Armed with more than $70 million in public funds, the department spared little expense four years ago when it started construction on the 172,000-square-foot, five-floor structure that is one of the largest of its kind.
It’s wired with video cameras and has automated security doors and electronic fingerprinting stations. To better monitor inmates and cut down on overcrowding, the jail is divided into secure wings that are flooded with sunlight from skylights and kept cool by a centralized air conditioner. Sound-dampening panels even hang from the ceiling because studies show a quiet jail is a peaceful jail.
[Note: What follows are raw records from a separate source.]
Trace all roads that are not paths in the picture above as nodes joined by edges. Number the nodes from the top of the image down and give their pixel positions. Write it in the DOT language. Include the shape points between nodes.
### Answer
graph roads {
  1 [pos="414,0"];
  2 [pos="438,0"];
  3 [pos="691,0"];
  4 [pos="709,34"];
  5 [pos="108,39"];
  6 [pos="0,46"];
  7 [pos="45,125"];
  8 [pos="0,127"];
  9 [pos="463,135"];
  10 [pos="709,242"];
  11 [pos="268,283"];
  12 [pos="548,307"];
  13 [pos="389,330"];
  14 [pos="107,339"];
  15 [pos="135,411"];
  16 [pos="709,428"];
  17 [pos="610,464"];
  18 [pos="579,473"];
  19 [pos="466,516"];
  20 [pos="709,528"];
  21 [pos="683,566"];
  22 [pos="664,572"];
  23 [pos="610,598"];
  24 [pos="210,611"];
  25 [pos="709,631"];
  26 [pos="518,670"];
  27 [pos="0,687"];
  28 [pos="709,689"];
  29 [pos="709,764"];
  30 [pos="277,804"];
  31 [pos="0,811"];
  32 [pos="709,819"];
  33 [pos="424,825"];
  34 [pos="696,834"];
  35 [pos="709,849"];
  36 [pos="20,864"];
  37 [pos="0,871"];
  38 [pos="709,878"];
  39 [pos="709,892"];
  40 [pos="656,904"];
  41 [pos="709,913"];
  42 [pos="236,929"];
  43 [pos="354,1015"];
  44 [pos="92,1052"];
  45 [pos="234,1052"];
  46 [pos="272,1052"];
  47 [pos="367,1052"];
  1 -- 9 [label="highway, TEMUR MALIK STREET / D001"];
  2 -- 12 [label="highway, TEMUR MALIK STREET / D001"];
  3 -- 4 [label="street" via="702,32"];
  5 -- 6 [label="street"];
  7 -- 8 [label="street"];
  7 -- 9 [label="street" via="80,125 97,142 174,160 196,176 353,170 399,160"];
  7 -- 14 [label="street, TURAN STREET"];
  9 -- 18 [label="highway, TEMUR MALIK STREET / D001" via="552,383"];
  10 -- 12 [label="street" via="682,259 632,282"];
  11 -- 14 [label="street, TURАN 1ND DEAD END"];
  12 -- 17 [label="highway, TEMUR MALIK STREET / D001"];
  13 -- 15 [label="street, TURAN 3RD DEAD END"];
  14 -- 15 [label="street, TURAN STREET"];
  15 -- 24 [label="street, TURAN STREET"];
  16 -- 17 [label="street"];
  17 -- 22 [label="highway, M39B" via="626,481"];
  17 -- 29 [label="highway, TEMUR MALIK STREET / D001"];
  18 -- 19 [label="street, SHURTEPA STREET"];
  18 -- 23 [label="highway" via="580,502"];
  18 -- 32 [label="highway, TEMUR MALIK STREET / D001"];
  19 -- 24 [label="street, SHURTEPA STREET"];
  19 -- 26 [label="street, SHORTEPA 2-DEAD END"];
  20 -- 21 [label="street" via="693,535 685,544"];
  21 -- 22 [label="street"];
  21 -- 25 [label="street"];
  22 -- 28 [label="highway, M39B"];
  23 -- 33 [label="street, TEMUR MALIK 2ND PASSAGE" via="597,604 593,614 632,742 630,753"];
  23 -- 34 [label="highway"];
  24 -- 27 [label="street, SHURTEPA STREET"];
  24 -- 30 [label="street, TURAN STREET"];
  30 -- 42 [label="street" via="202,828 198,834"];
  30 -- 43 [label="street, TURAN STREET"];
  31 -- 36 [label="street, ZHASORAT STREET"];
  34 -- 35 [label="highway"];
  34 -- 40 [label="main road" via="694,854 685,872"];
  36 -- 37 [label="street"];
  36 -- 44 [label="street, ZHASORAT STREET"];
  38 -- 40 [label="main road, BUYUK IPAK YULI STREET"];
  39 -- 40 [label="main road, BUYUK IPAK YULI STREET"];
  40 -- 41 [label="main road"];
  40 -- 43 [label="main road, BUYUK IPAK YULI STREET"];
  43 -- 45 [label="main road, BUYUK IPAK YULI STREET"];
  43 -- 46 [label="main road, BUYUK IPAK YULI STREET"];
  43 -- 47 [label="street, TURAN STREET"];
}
All that’s missing are the criminals.
The new detention center sits empty because of the city’s dire fiscal crisis, which has left the LAPD unable to hire enough jailers to operate the large, labor-intensive facility.
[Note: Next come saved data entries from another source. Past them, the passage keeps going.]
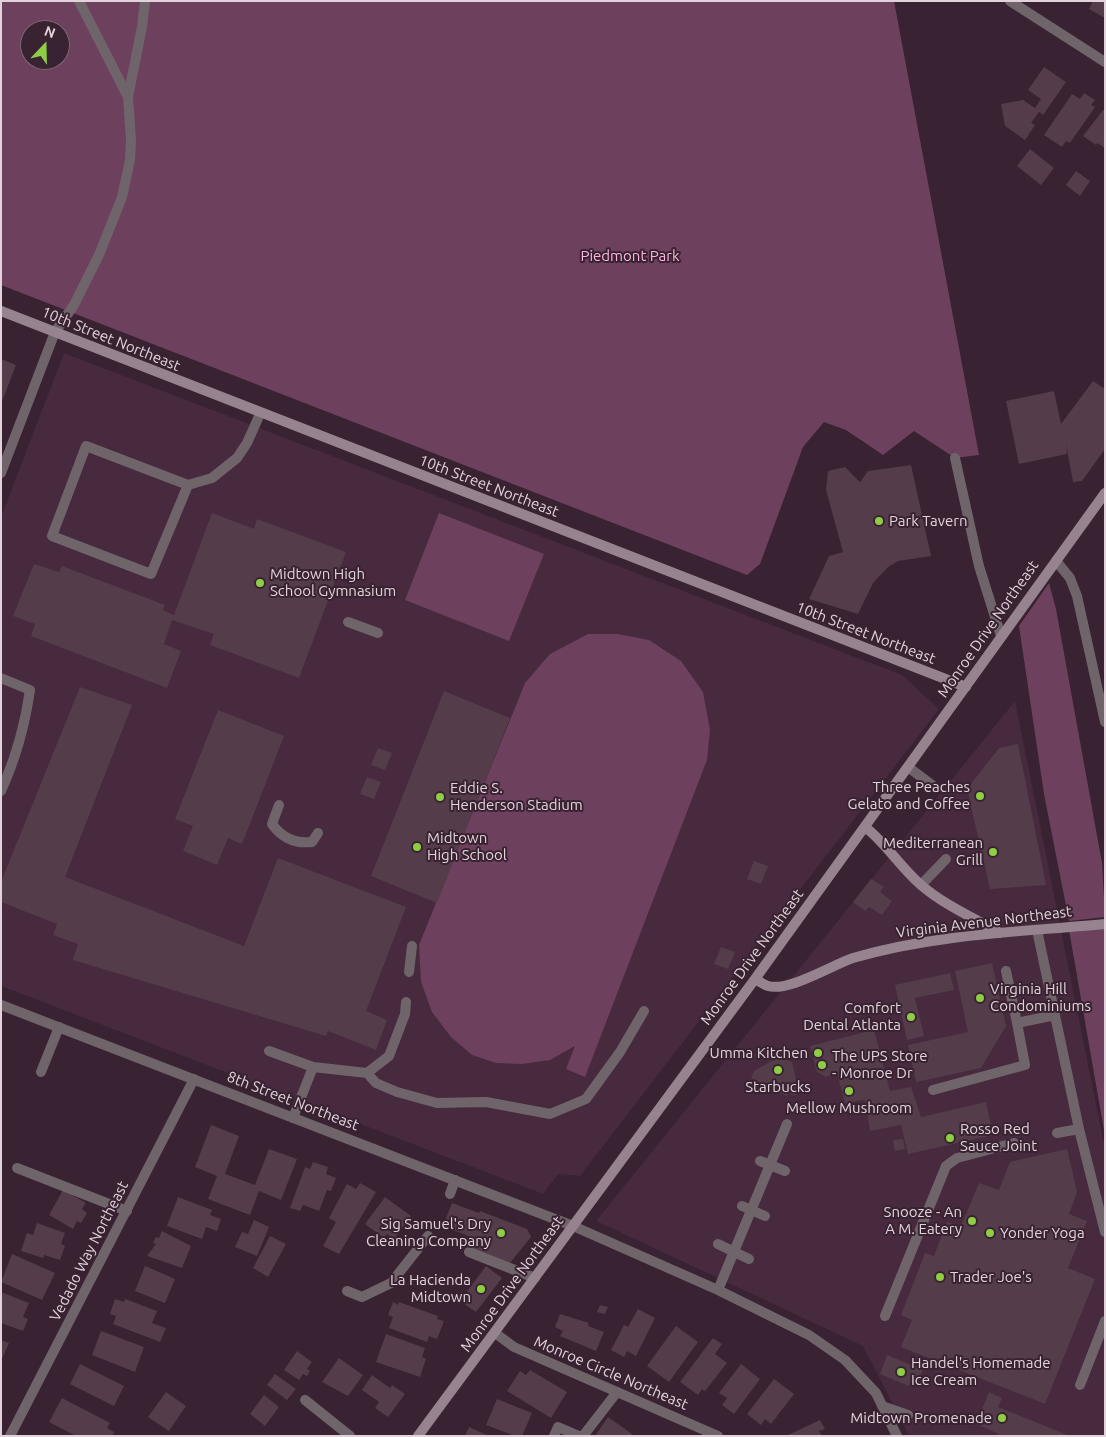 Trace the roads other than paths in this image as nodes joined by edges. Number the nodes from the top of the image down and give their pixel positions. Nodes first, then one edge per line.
1 (79, 1) edge
2 (145, 1) edge
3 (1010, 1) edge
4 (1105, 62) edge
5 (128, 97) junction
6 (1, 312) edge
7 (55, 332) junction
8 (260, 414) junction
9 (955, 458) dead end
10 (1, 473) edge
11 (188, 485) junction
12 (1105, 493) edge
13 (1056, 561) junction
14 (348, 622) dead end
15 (378, 633) dead end
16 (1001, 636) junction
17 (1, 678) edge
18 (966, 687) junction
19 (1105, 722) edge
20 (908, 767) junction
21 (936, 788) dead end
22 (1, 791) edge
23 (279, 805) dead end
24 (865, 826) junction
25 (318, 833) dead end
26 (946, 859) dead end
27 (921, 885) junction
28 (1105, 924) edge
29 (1037, 930) junction
30 (1000, 933) junction
31 (412, 946) dead end
32 (1006, 971) dead end
33 (409, 972) dead end
34 (755, 979) junction
35 (406, 1002) dead end
36 (1, 1005) edge
37 (644, 1012) dead end
38 (1055, 1015) junction
39 (1017, 1023) junction
40 (59, 1027) junction
41 (269, 1051) dead end
42 (313, 1067) junction
43 (41, 1072) dead end
44 (368, 1073) junction
45 (194, 1079) junction
46 (933, 1090) dead end
47 (293, 1118) junction
48 (787, 1124) dead end
49 (1079, 1129) junction
50 (1057, 1134) dead end
51 (1014, 1143) dead end
52 (765, 1162) junction
53 (18, 1168) dead end
54 (785, 1171) dead end
55 (455, 1180) junction
56 (450, 1194) dead end
57 (746, 1208) junction
58 (127, 1211) junction
59 (765, 1216) dead end
60 (573, 1226) junction
61 (1105, 1232) edge
62 (428, 1236) dead end
63 (718, 1244) dead end
64 (469, 1252) dead end
65 (735, 1252) junction
66 (749, 1259) dead end
67 (535, 1278) junction
68 (718, 1290) junction
69 (348, 1292) dead end
70 (885, 1316) dead end
71 (1105, 1321) edge
72 (495, 1333) junction
73 (1080, 1385) dead end
74 (617, 1392) junction
75 (304, 1400) dead end
76 (882, 1406) junction
77 (908, 1415) dead end
78 (10, 1436) edge
79 (350, 1436) edge
80 (418, 1436) edge
81 (554, 1436) edge
82 (578, 1436) edge
83 (583, 1436) edge
84 (718, 1436) edge
85 (897, 1436) edge

1 - 5 street
2 - 5 street
3 - 4 street
5 - 7 street
6 - 7 main road, 10th Street Northeast
7 - 8 main road, 10th Street Northeast
7 - 10 street
8 - 11 street
8 - 18 main road, 10th Street Northeast
9 - 16 street
11 - 11 street
12 - 13 main road, Monroe Drive Northeast
13 - 16 main road, Monroe Drive Northeast
13 - 19 street
14 - 15 street
16 - 18 main road, Monroe Drive Northeast
17 - 22 street
18 - 20 main road, Monroe Drive Northeast
20 - 21 street
20 - 24 main road, Monroe Drive Northeast
23 - 25 street
24 - 27 main road
24 - 34 main road, Monroe Drive Northeast
26 - 27 street
27 - 30 main road
28 - 29 main road, Virginia Avenue Northeast
29 - 30 main road, Virginia Avenue Northeast
29 - 38 street
30 - 34 main road, Virginia Avenue Northeast
31 - 33 street
32 - 39 street
34 - 60 main road, Monroe Drive Northeast
35 - 44 street
36 - 40 street, 8th Street Northeast
37 - 44 street
38 - 39 street
38 - 49 street
39 - 46 street
40 - 43 street
40 - 45 street, 8th Street Northeast
41 - 42 street
42 - 44 street
42 - 47 street
45 - 47 street, 8th Street Northeast
45 - 58 street, Vedado Way Northeast
47 - 55 street, 8th Street Northeast
48 - 52 street
49 - 50 street
49 - 61 street
51 - 70 street
52 - 54 street
52 - 57 street
53 - 58 street
55 - 56 street
55 - 60 street, 8th Street Northeast
57 - 59 street
57 - 65 street
58 - 78 street, Vedado Way Northeast
60 - 67 main road, Monroe Drive Northeast
60 - 68 street, 8th Street Northeast
62 - 69 street
63 - 65 street
64 - 67 street
65 - 66 street
65 - 68 street
67 - 72 main road, Monroe Drive Northeast
68 - 76 street, 8th Street Northeast
71 - 73 street
72 - 74 street, Monroe Circle Northeast
72 - 80 main road, Monroe Drive Northeast
74 - 83 street
74 - 84 street, Monroe Circle Northeast
75 - 79 street
76 - 77 street
76 - 85 street, 8th Street Northeast
81 - 82 street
When construction started, police officials never anticipated that the city would be locked in a budget crisis and hiring freeze when it was time to hire additional jailers. But now, with the LAPD increasingly desperate to vacate a dilapidated, overcrowded downtown jail that the new one is meant to replace, department leaders are mulling ways of redirecting staff and other resources.
None of the plans, police officials warn, are very attractive.
“These options are not good options. These are the least undesirable,” LAPD Cmdr. Scott Kroeber said at a briefing before the City Council’s Public Safety Committee last week. “These are going to be difficult times.”
The LAPD operates 10 jails — seven consist of a few cells inside police stations and three are larger regional facilities in the San Fernando Valley, South Los Angeles and downtown.